** Input for this task follows **
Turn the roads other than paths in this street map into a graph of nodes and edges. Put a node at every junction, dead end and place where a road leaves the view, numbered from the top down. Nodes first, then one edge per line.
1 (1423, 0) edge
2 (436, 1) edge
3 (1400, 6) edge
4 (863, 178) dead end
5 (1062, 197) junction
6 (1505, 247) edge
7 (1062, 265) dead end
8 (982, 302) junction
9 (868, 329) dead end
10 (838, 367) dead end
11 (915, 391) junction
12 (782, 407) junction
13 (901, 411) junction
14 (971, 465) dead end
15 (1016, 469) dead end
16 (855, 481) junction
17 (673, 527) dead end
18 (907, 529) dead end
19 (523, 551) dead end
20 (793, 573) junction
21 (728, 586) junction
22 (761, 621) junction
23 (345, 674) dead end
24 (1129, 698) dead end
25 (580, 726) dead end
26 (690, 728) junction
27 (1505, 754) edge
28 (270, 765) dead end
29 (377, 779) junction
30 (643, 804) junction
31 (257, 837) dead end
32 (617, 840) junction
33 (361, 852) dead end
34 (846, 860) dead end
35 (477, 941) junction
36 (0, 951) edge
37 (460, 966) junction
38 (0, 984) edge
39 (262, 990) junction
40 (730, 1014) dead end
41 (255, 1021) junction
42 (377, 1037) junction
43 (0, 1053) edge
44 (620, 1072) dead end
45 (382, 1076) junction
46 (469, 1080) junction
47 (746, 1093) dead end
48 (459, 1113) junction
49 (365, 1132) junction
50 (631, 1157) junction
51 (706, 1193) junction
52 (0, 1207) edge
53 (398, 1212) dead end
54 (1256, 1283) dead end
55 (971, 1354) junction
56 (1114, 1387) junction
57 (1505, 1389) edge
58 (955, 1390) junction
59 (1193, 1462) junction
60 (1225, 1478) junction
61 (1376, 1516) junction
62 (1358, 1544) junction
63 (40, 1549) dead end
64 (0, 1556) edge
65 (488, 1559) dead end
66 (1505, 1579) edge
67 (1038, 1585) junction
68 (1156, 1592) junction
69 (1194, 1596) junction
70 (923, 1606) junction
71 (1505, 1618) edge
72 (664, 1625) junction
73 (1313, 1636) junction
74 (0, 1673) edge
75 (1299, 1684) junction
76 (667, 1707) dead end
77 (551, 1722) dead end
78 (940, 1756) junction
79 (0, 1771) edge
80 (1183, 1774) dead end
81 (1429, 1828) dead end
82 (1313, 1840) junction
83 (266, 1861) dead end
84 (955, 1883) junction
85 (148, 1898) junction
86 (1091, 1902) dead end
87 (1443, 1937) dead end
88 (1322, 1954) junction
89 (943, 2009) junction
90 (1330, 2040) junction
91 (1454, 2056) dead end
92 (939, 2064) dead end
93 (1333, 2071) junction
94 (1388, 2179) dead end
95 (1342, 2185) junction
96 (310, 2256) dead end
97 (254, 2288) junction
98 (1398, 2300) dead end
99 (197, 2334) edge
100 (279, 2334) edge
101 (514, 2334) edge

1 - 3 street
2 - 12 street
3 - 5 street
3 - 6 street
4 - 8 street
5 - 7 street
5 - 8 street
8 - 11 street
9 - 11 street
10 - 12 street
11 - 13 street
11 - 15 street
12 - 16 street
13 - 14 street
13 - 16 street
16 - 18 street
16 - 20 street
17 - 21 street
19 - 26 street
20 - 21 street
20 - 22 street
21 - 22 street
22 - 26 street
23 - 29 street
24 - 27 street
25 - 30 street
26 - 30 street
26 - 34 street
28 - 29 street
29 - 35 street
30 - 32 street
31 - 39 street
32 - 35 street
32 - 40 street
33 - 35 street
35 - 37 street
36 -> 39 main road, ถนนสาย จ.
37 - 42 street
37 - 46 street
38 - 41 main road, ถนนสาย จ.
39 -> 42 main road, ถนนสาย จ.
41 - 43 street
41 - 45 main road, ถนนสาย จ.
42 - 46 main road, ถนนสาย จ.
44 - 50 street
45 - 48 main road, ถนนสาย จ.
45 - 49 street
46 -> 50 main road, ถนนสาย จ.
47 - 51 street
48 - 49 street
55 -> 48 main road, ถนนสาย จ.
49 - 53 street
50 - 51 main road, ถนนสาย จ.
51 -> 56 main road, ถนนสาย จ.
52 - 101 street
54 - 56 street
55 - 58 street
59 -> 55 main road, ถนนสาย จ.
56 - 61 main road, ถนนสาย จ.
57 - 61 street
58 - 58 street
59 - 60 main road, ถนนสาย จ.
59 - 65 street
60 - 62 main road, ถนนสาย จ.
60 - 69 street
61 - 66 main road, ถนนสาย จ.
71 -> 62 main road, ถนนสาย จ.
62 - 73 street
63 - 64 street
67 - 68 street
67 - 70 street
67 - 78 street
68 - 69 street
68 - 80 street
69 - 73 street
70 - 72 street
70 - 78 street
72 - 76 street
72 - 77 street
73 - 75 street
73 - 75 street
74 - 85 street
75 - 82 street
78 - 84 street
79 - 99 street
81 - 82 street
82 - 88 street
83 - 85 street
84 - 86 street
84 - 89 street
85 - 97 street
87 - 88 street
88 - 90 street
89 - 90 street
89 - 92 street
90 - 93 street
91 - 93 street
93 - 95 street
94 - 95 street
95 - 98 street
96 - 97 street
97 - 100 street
** End of Input for this task **
Your objective: Having read the entries above, set each one down again exactly.

Exercise output:
Turn the roads other than paths in this street map into a graph of nodes and edges. Put a node at every junction, dead end and place where a road leaves the view, numbered from the top down. Nodes first, then one edge per line.
1 (1423, 0) edge
2 (436, 1) edge
3 (1400, 6) edge
4 (863, 178) dead end
5 (1062, 197) junction
6 (1505, 247) edge
7 (1062, 265) dead end
8 (982, 302) junction
9 (868, 329) dead end
10 (838, 367) dead end
11 (915, 391) junction
12 (782, 407) junction
13 (901, 411) junction
14 (971, 465) dead end
15 (1016, 469) dead end
16 (855, 481) junction
17 (673, 527) dead end
18 (907, 529) dead end
19 (523, 551) dead end
20 (793, 573) junction
21 (728, 586) junction
22 (761, 621) junction
23 (345, 674) dead end
24 (1129, 698) dead end
25 (580, 726) dead end
26 (690, 728) junction
27 (1505, 754) edge
28 (270, 765) dead end
29 (377, 779) junction
30 (643, 804) junction
31 (257, 837) dead end
32 (617, 840) junction
33 (361, 852) dead end
34 (846, 860) dead end
35 (477, 941) junction
36 (0, 951) edge
37 (460, 966) junction
38 (0, 984) edge
39 (262, 990) junction
40 (730, 1014) dead end
41 (255, 1021) junction
42 (377, 1037) junction
43 (0, 1053) edge
44 (620, 1072) dead end
45 (382, 1076) junction
46 (469, 1080) junction
47 (746, 1093) dead end
48 (459, 1113) junction
49 (365, 1132) junction
50 (631, 1157) junction
51 (706, 1193) junction
52 (0, 1207) edge
53 (398, 1212) dead end
54 (1256, 1283) dead end
55 (971, 1354) junction
56 (1114, 1387) junction
57 (1505, 1389) edge
58 (955, 1390) junction
59 (1193, 1462) junction
60 (1225, 1478) junction
61 (1376, 1516) junction
62 (1358, 1544) junction
63 (40, 1549) dead end
64 (0, 1556) edge
65 (488, 1559) dead end
66 (1505, 1579) edge
67 (1038, 1585) junction
68 (1156, 1592) junction
69 (1194, 1596) junction
70 (923, 1606) junction
71 (1505, 1618) edge
72 (664, 1625) junction
73 (1313, 1636) junction
74 (0, 1673) edge
75 (1299, 1684) junction
76 (667, 1707) dead end
77 (551, 1722) dead end
78 (940, 1756) junction
79 (0, 1771) edge
80 (1183, 1774) dead end
81 (1429, 1828) dead end
82 (1313, 1840) junction
83 (266, 1861) dead end
84 (955, 1883) junction
85 (148, 1898) junction
86 (1091, 1902) dead end
87 (1443, 1937) dead end
88 (1322, 1954) junction
89 (943, 2009) junction
90 (1330, 2040) junction
91 (1454, 2056) dead end
92 (939, 2064) dead end
93 (1333, 2071) junction
94 (1388, 2179) dead end
95 (1342, 2185) junction
96 (310, 2256) dead end
97 (254, 2288) junction
98 (1398, 2300) dead end
99 (197, 2334) edge
100 (279, 2334) edge
101 (514, 2334) edge

1 - 3 street
2 - 12 street
3 - 5 street
3 - 6 street
4 - 8 street
5 - 7 street
5 - 8 street
8 - 11 street
9 - 11 street
10 - 12 street
11 - 13 street
11 - 15 street
12 - 16 street
13 - 14 street
13 - 16 street
16 - 18 street
16 - 20 street
17 - 21 street
19 - 26 street
20 - 21 street
20 - 22 street
21 - 22 street
22 - 26 street
23 - 29 street
24 - 27 street
25 - 30 street
26 - 30 street
26 - 34 street
28 - 29 street
29 - 35 street
30 - 32 street
31 - 39 street
32 - 35 street
32 - 40 street
33 - 35 street
35 - 37 street
36 -> 39 main road, ถนนสาย จ.
37 - 42 street
37 - 46 street
38 - 41 main road, ถนนสาย จ.
39 -> 42 main road, ถนนสาย จ.
41 - 43 street
41 - 45 main road, ถนนสาย จ.
42 - 46 main road, ถนนสาย จ.
44 - 50 street
45 - 48 main road, ถนนสาย จ.
45 - 49 street
46 -> 50 main road, ถนนสาย จ.
47 - 51 street
48 - 49 street
55 -> 48 main road, ถนนสาย จ.
49 - 53 street
50 - 51 main road, ถนนสาย จ.
51 -> 56 main road, ถนนสาย จ.
52 - 101 street
54 - 56 street
55 - 58 street
59 -> 55 main road, ถนนสาย จ.
56 - 61 main road, ถนนสาย จ.
57 - 61 street
58 - 58 street
59 - 60 main road, ถนนสาย จ.
59 - 65 street
60 - 62 main road, ถนนสาย จ.
60 - 69 street
61 - 66 main road, ถนนสาย จ.
71 -> 62 main road, ถนนสาย จ.
62 - 73 street
63 - 64 street
67 - 68 street
67 - 70 street
67 - 78 street
68 - 69 street
68 - 80 street
69 - 73 street
70 - 72 street
70 - 78 street
72 - 76 street
72 - 77 street
73 - 75 street
73 - 75 street
74 - 85 street
75 - 82 street
78 - 84 street
79 - 99 street
81 - 82 street
82 - 88 street
83 - 85 street
84 - 86 street
84 - 89 street
85 - 97 street
87 - 88 street
88 - 90 street
89 - 90 street
89 - 92 street
90 - 93 street
91 - 93 street
93 - 95 street
94 - 95 street
95 - 98 street
96 - 97 street
97 - 100 street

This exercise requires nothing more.